Restorative justice, responsive regulation, and democratic governance

Journal of Sociology and Social Welfare, March, 2004 by Paul Adams

Restorative justice has been a central tradition of justice in most, perhaps all societies prior to the emergence of the modern, central state power with its bureaucratic-professional systems and its emphasis on retribution, deterrence, and, sometimes, rehabilitation. Its revival as a new social movement in modern states offers a new paradigm for addressing the key questions in social work and social welfare of the relation of formal to informal systems of care and control, and of empowerment to coercion. Restorative justice may be defined in terms of process--one whereby all stakeholders come together to resolve how to deal with the aftermath of an offense and its implications for the future--or in terms of its core values--healing rather than hurting, moral learning, community participation and caring, respectful dialogue, forgiveness, responsibility, apology, and setting things right or making amends.

The articles in this issue take as their starting point the recent path-breaking book by renowned Australian scholar John Braithwaite (2002), Restorative Justice and Responsive Regulation. Braithwaite is Professor of Law at Australian National University in Canberra and heads the Regulatory Institutions Network there. He is a business regulatory scholar, sociologist, criminologist, activist, and leading researcher on both restorative justice and responsive regulation, as well as a scholar of democratic theory. In Restorative Justice and Responsive Regulation, Braithwaite synthesizes recent research and conceptual analysis of restorative justice and integrates them with his work on responsive regulation of business. Braithwaite not only demonstrates the superior effectiveness of restoring victims, offenders, and communities compared with punitive practices of modern judicial systems; he also shows how the experience of responsive regulation of business--utilizing a regulatory pyramid to ensure compliance--and restorative justice practices can enrich each other. In the form of family group conferencing, restorative practices have already had an important impact on child welfare and youth justice, both in the United States and in many other countries. The integration of restorative justice and responsive regulation presented by Braithwaite offers an opportunity to develop a deeper understanding of this new paradigm and, indeed, achieve greater clarity about the very nature of social work and social welfare.

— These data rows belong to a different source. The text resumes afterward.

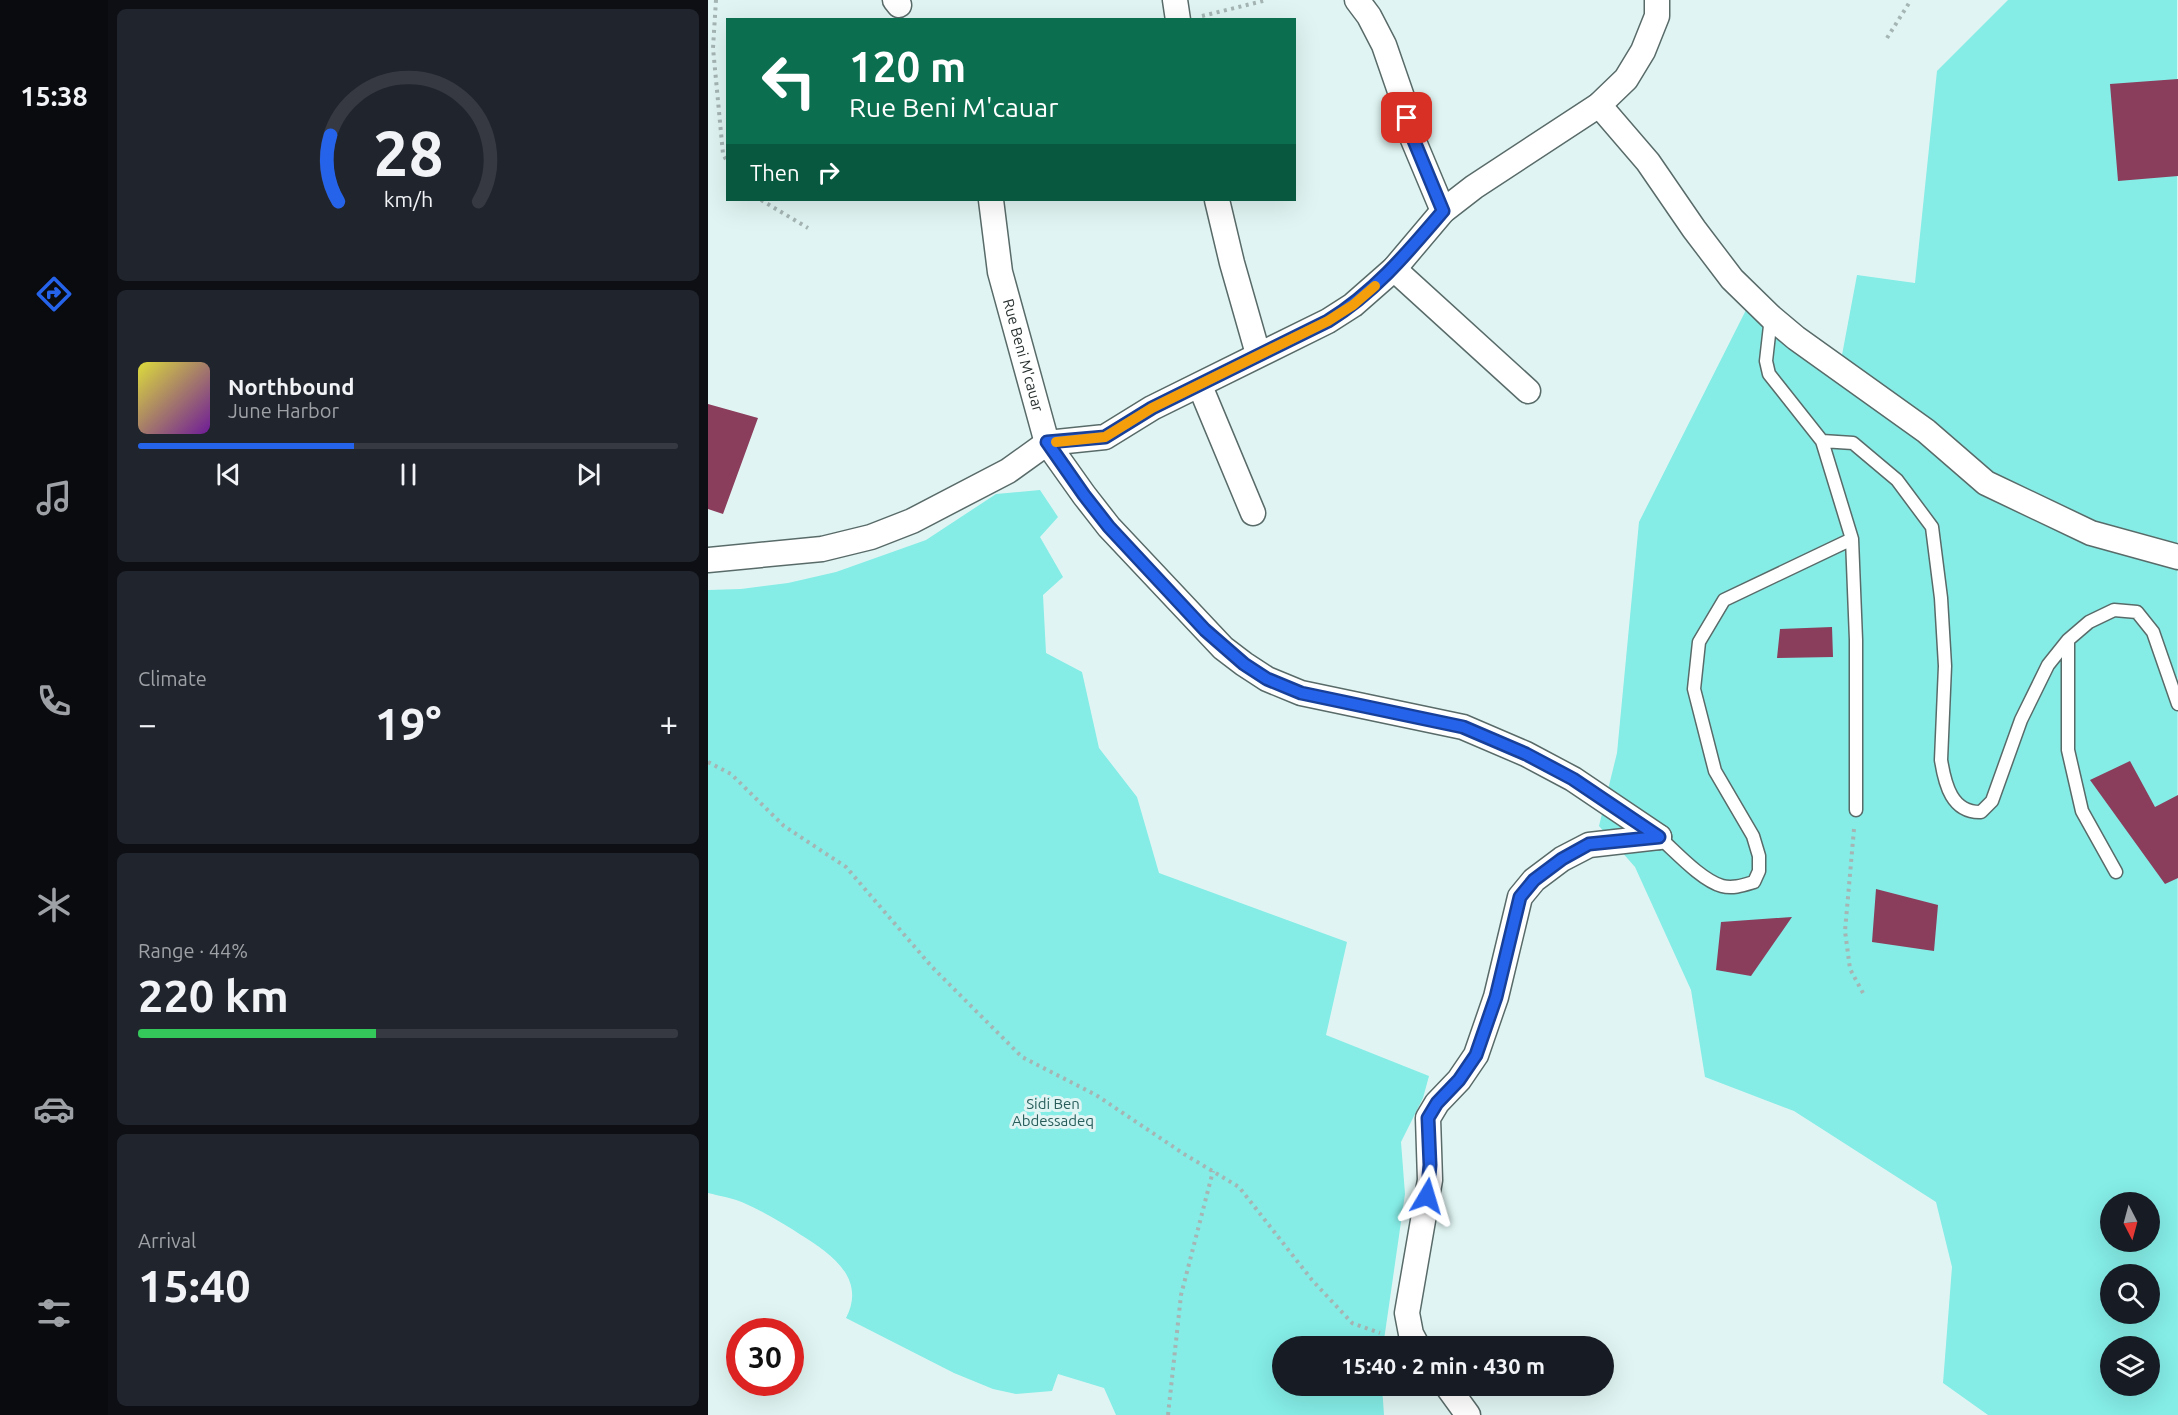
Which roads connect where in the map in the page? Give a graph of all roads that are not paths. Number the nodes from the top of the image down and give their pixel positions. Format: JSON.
{"nodes":[{"id":1,"x":1175,"y":0,"type":"edge"},
{"id":2,"x":1357,"y":0,"type":"edge"},
{"id":3,"x":1657,"y":0,"type":"edge"},
{"id":4,"x":1186,"y":18,"type":"edge"},
{"id":5,"x":1599,"y":105,"type":"junction"},
{"id":6,"x":991,"y":201,"type":"edge"},
{"id":7,"x":1217,"y":201,"type":"edge"},
{"id":8,"x":1443,"y":211,"type":"junction"},
{"id":9,"x":1394,"y":268,"type":"junction"},
{"id":10,"x":1771,"y":317,"type":"junction"},
{"id":11,"x":1258,"y":354,"type":"junction"},
{"id":12,"x":1200,"y":386,"type":"junction"},
{"id":13,"x":1528,"y":391,"type":"dead end"},
{"id":14,"x":1822,"y":441,"type":"junction"},
{"id":15,"x":1047,"y":442,"type":"junction"},
{"id":16,"x":1253,"y":513,"type":"dead end"},
{"id":17,"x":1852,"y":539,"type":"junction"},
{"id":18,"x":2178,"y":557,"type":"edge"},
{"id":19,"x":708,"y":560,"type":"edge"},
{"id":20,"x":2068,"y":640,"type":"junction"},
{"id":21,"x":2178,"y":704,"type":"edge"},
{"id":22,"x":1856,"y":810,"type":"road end"},
{"id":23,"x":1659,"y":837,"type":"junction"},
{"id":24,"x":2116,"y":872,"type":"dead end"},
{"id":25,"x":1412,"y":1336,"type":"edge"},
{"id":26,"x":1454,"y":1396,"type":"edge"},
{"id":27,"x":1468,"y":1415,"type":"edge"}],
"edges":[{"from":1,"to":4,"type":"street"},
{"from":2,"to":8,"type":"street"},
{"from":3,"to":5,"type":"street"},
{"from":5,"to":8,"type":"street"},
{"from":5,"to":10,"type":"street"},
{"from":6,"to":15,"type":"street","name":"Rue Beni M'cauar"},
{"from":7,"to":11,"type":"street"},
{"from":8,"to":9,"type":"street"},
{"from":9,"to":11,"type":"street"},
{"from":9,"to":13,"type":"street"},
{"from":10,"to":14,"type":"lane"},
{"from":10,"to":18,"type":"street"},
{"from":11,"to":12,"type":"street"},
{"from":12,"to":15,"type":"street"},
{"from":12,"to":16,"type":"street"},
{"from":14,"to":17,"type":"lane"},
{"from":14,"to":20,"type":"lane"},
{"from":15,"to":19,"type":"street"},
{"from":15,"to":23,"type":"street","name":"Rue Beni M'cauar"},
{"from":17,"to":22,"type":"lane"},
{"from":17,"to":23,"type":"lane"},
{"from":20,"to":21,"type":"lane"},
{"from":20,"to":24,"type":"lane"},
{"from":23,"to":25,"type":"street"},
{"from":26,"to":27,"type":"street"}]}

These articles consider the relation of restorative justice to responsive regulation--or more generally, to democratic governance--by examining areas where restorative justice and family group or community conferencing have had most influence in social welfare--child protection, domestic violence, and youth justice. Restorative and regulatory justice has much wider application, to areas as various as school bullying, international peacemaking, nursing home or nuclear power plant regulation, and radical reform of the whole legal system, and Braithwaite has studied all of them. The aim of this issue is more modest--to focus the attention of scholars and practitioners working at the interface of sociology and social welfare on the importance for this field of Braithwaite's synthesis of restorative justice and responsive regulation.

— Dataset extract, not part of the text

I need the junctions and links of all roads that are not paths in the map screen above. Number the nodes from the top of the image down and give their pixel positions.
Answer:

Each of the authors writes out of a conviction of the importance for social work of the theory and research reviewed and developed by Braithwaite, but there is also caution about the infancy of research in this field and the need to avoid grandiose claims. At the same time, a sense of the broad significance of this synthesis of restorative justice and responsive regulation for social welfare policy, for building a richly participative civil society, and for democratic governance pervades many of the contributions.

The first essay, by Burford and Adams, while not an introduction to each of the other articles, offers a context for reading both them and Braithwaite's work as contributions to the literature of social work and social welfare. The final article is an invited response by Braithwaite to this special issue. It takes up, highlights, and clarifies many of the issue's themes.

As guest editor, I would like to thank Gale Burford for inspiring me to take on and persevere with this project, and Susan Chandler and Kalei Kanuha for their participation in the manuscript review process. Above all, I would like to thank John Braithwaite for his international leadership, as scholar and activist, in the effort to build more just and democratic societies throughout the world, and for graciously agreeing to read and respond to the articles included here.